ODDO BHF
- Native name: ODDO BHF SCA
- Industry: Financial services
- Founded: 1967
- Headquarters: Paris, France
- Key people: Philippe Oddo (managing partner)
- AUM: ~€128 billion
- Website: www.oddo-bhf.com

= Oddo BHF =

Franco-German financial services group

ODDO BHF is a financial services group headquartered in Paris, France. It was created in 1967 as Oddo & Cie, a French family-owned stockbroker. In 2016, Oddo purchased BHF Bank, a German bank specialising in Mittelstand companies, and in 2017 renamed itself ODDO BHF.

ODDO BHF operates mainly in private banking, asset management, and investment banking.

==History==

Oddo & Cie was founded in 1967 by Bernard Oddo, a stockbroker in Marseille.

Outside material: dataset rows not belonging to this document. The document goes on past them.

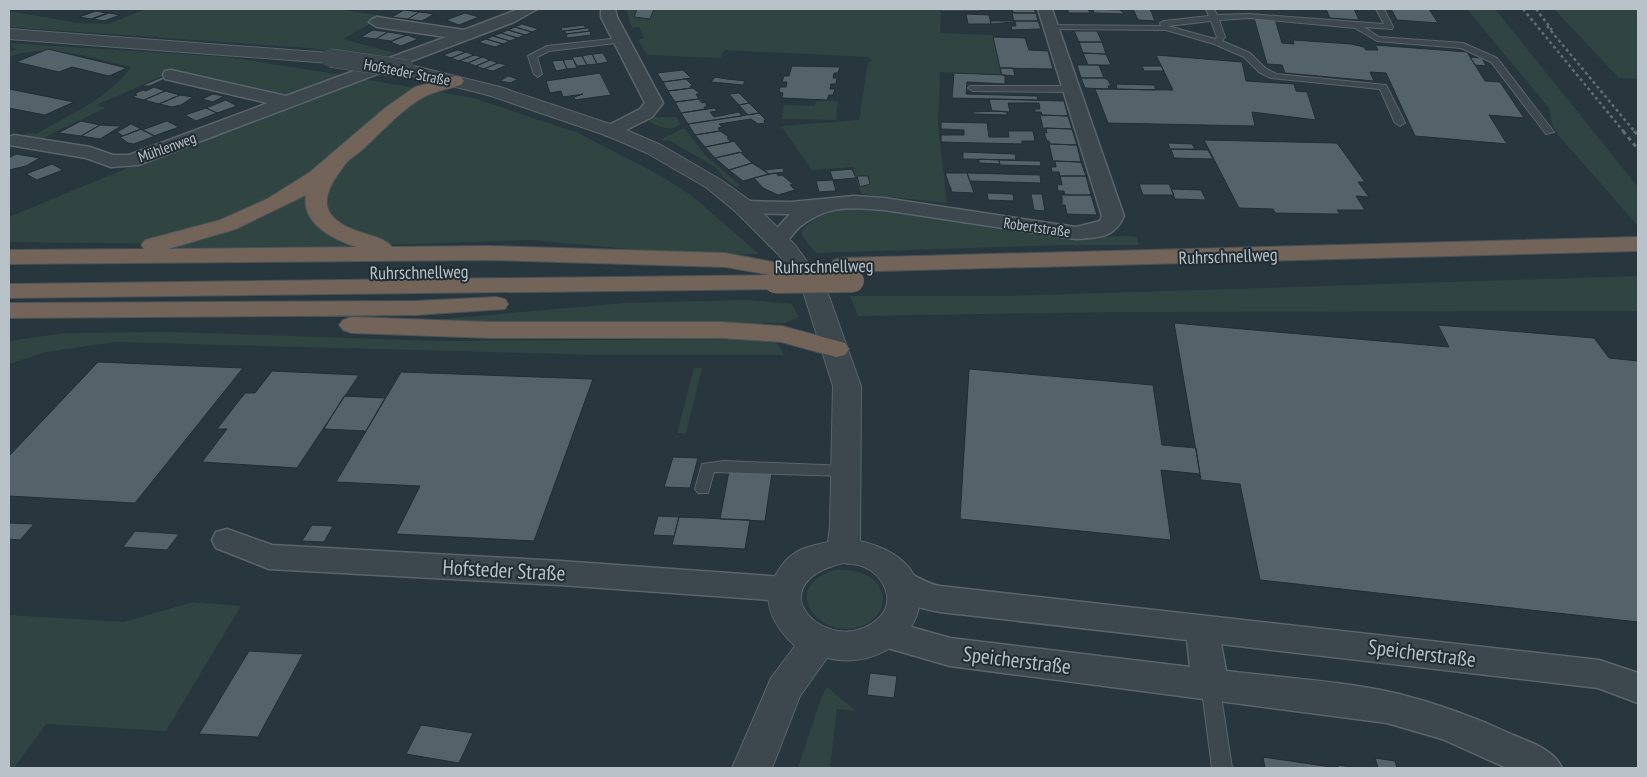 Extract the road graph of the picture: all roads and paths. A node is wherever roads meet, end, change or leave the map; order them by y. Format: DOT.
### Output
graph roads {
  1 [pos="530,9"];
  2 [pos="608,9"];
  3 [pos="1210,9"];
  4 [pos="1380,9"];
  5 [pos="1048,18"];
  6 [pos="1214,18"];
  7 [pos="1312,21"];
  8 [pos="377,22"];
  9 [pos="1166,28"];
  10 [pos="9,34"];
  11 [pos="463,36"];
  12 [pos="9,38"];
  13 [pos="44,38"];
  14 [pos="621,40"];
  15 [pos="1217,42"];
  16 [pos="403,74"];
  17 [pos="538,74"];
  18 [pos="171,75"];
  19 [pos="449,84"];
  20 [pos="973,88"];
  21 [pos="1072,90"];
  22 [pos="411,98"];
  23 [pos="287,102"];
  24 [pos="1400,123"];
  25 [pos="612,131"];
  26 [pos="1548,132"];
  27 [pos="14,141"];
  28 [pos="346,153"];
  29 [pos="827,204"];
  30 [pos="744,207"];
  31 [pos="777,240"];
  32 [pos="1638,244"];
  33 [pos="406,254"];
  34 [pos="9,257"];
  35 [pos="32,257"];
  36 [pos="1638,260"];
  37 [pos="847,273"];
  38 [pos="9,275"];
  39 [pos="770,275"];
  40 [pos="744,283"];
  41 [pos="9,291"];
  42 [pos="227,310"];
  43 [pos="9,311"];
  44 [pos="75,311"];
  45 [pos="9,318"];
  46 [pos="836,349"];
  47 [pos="847,471"];
  48 [pos="703,488"];
  49 [pos="227,540"];
  50 [pos="844,551"];
  51 [pos="901,582"];
  52 [pos="784,589"];
  53 [pos="1202,628"];
  54 [pos="886,634"];
  55 [pos="819,641"];
  56 [pos="1210,684"];
  57 [pos="1638,688"];
  58 [pos="1525,763"];
  59 [pos="752,768"];
  60 [pos="1222,768"];
  1 -- 11 [label="street, Mühlenweg"];
  2 -- 14 [label="street"];
  3 -- 6 [label="lane"];
  4 -- 7 [label="lane"];
  5 -- 9 [label="lane"];
  5 -- 21 [label="street, Robertstraße"];
  6 -- 7 [label="lane"];
  6 -- 9 [label="lane"];
  6 -- 15 [label="lane"];
  7 -- 26 [label="lane"];
  8 -- 11 [label="street"];
  9 -- 15 [label="lane"];
  10 -- 13 [label="street, Hofsteder Straße"];
  11 -- 23 [label="street, Mühlenweg"];
  12 -- 13 [label="street, Hofsteder Straße"];
  13 -- 16 [label="street, Hofsteder Straße"];
  14 -- 17 [label="lane"];
  14 -- 25 [label="street"];
  15 -- 24 [label="lane"];
  16 -- 19 [label="street, Hofsteder Straße"];
  16 -- 22 [label="highway"];
  18 -- 23 [label="street"];
  19 -- 22 [label="highway"];
  19 -- 25 [label="street, Hofsteder Straße"];
  19 -- 28 [label="highway"];
  20 -- 21 [label="lane"];
  21 -- 29 [label="street, Robertstraße"];
  22 -- 28 [label="highway"];
  23 -- 27 [label="street, Mühlenweg"];
  25 -- 30 [label="street, Hofsteder Straße"];
  28 -- 33 [label="highway"];
  28 -- 35 [label="highway"];
  29 -- 30 [label="street, Robertstraße"];
  29 -- 31 [label="street, Robertstraße"];
  30 -- 31 [label="street, Hofsteder Straße"];
  31 -- 46 [label="street, Hofsteder Straße"];
  32 -- 37 [label="highway, Ruhrschnellweg"];
  33 -- 35 [label="highway"];
  33 -- 39 [label="highway"];
  34 -- 35 [label="highway"];
  36 -- 37 [label="highway, Ruhrschnellweg"];
  37 -- 39 [label="highway, Ruhrschnellweg, bridge"];
  38 -- 39 [label="highway, Ruhrschnellweg"];
  39 -- 40 [label="highway, Ruhrschnellweg"];
  40 -- 41 [label="highway, Ruhrschnellweg"];
  40 -- 42 [label="highway"];
  42 -- 44 [label="highway"];
  42 -- 46 [label="highway"];
  43 -- 44 [label="highway"];
  44 -- 45 [label="highway"];
  46 -- 47 [label="street, Hofsteder Straße"];
  47 -- 48 [label="lane"];
  47 -- 50 [label="street, Hofsteder Straße"];
  49 -- 52 [label="street, Hofsteder Straße"];
  50 -- 51 [label="street"];
  50 -- 52 [label="street"];
  51 -- 53 [label="street, Speicherstraße"];
  51 -- 54 [label="street"];
  52 -- 55 [label="street"];
  53 -- 56 [label="street"];
  53 -- 57 [label="street, Speicherstraße"];
  54 -- 55 [label="street"];
  54 -- 56 [label="street, Speicherstraße"];
  55 -- 59 [label="street"];
  56 -- 58 [label="street, Speicherstraße"];
  56 -- 60 [label="lane"];
}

In 1987, Philippe Oddo became the managing partner. In 1988, insurer AGF became a minority shareholder. In 1991, Oddo & Cie opened Oddo DV, its subsidiary in Madrid.

In 1997, the company acquired Delahaye Finance, a private management specialist firm. In 1998, it expanded to the United States through Oddo Securities Corporation in New York City. In the same year, Oddo Options started operations, bringing under a single firm options trading activities previously divided between Paris, Madrid, and Milan. In 1999, Oddo Asset Management was created.

In 2000, Oddo acquired Pinatton, a company specialized in intermediation, corporate finance, and private banking. In 2003, it acquired NFMDA (private management) and in 2004, the European credit intermediation activities of Crédit Lyonnais. In 2005, Oddo & Cie purchased Cyril Finance Asset Management, and KilbraXE in 2007.

In 2006, the Group launched its new branch Oddo Metals for commodities trading. In 2007, it was granted a French banking license.

Concurrently with these acquisitions, Oddo built a number of partnerships, including Génération Vie, a joint venture with Allianz in 2003, and La Banque Postale Private Banking, a partnership with La Banque Postale in 2007 which expanded Oddo's private clientele. In 2009, Oddo also established its own research institute in Tunis.

In 2010, Oddo signed a commercial agreement with the securities services arm of Société Générale to develop a joint offering of securities services. That same year, it acquired Banque d'Orsay from Westdeutsche Landesbank AG, and Banque Robeco from Robeco. It also rose to 65 percent equity ownership in Patrimoine Consultant. It also acquired German market activities from Close Brothers Group in 2014, which it subsequently renamed ODDO SEYDLER BANK AG then ODDO BHF Corporates & Markets AG; and asset manager Meriten IM from BNY Mellon in 2015.

In 2016, Oddo & Cie acquired BHF Bank, and rebranded to ODDO BHF the following year.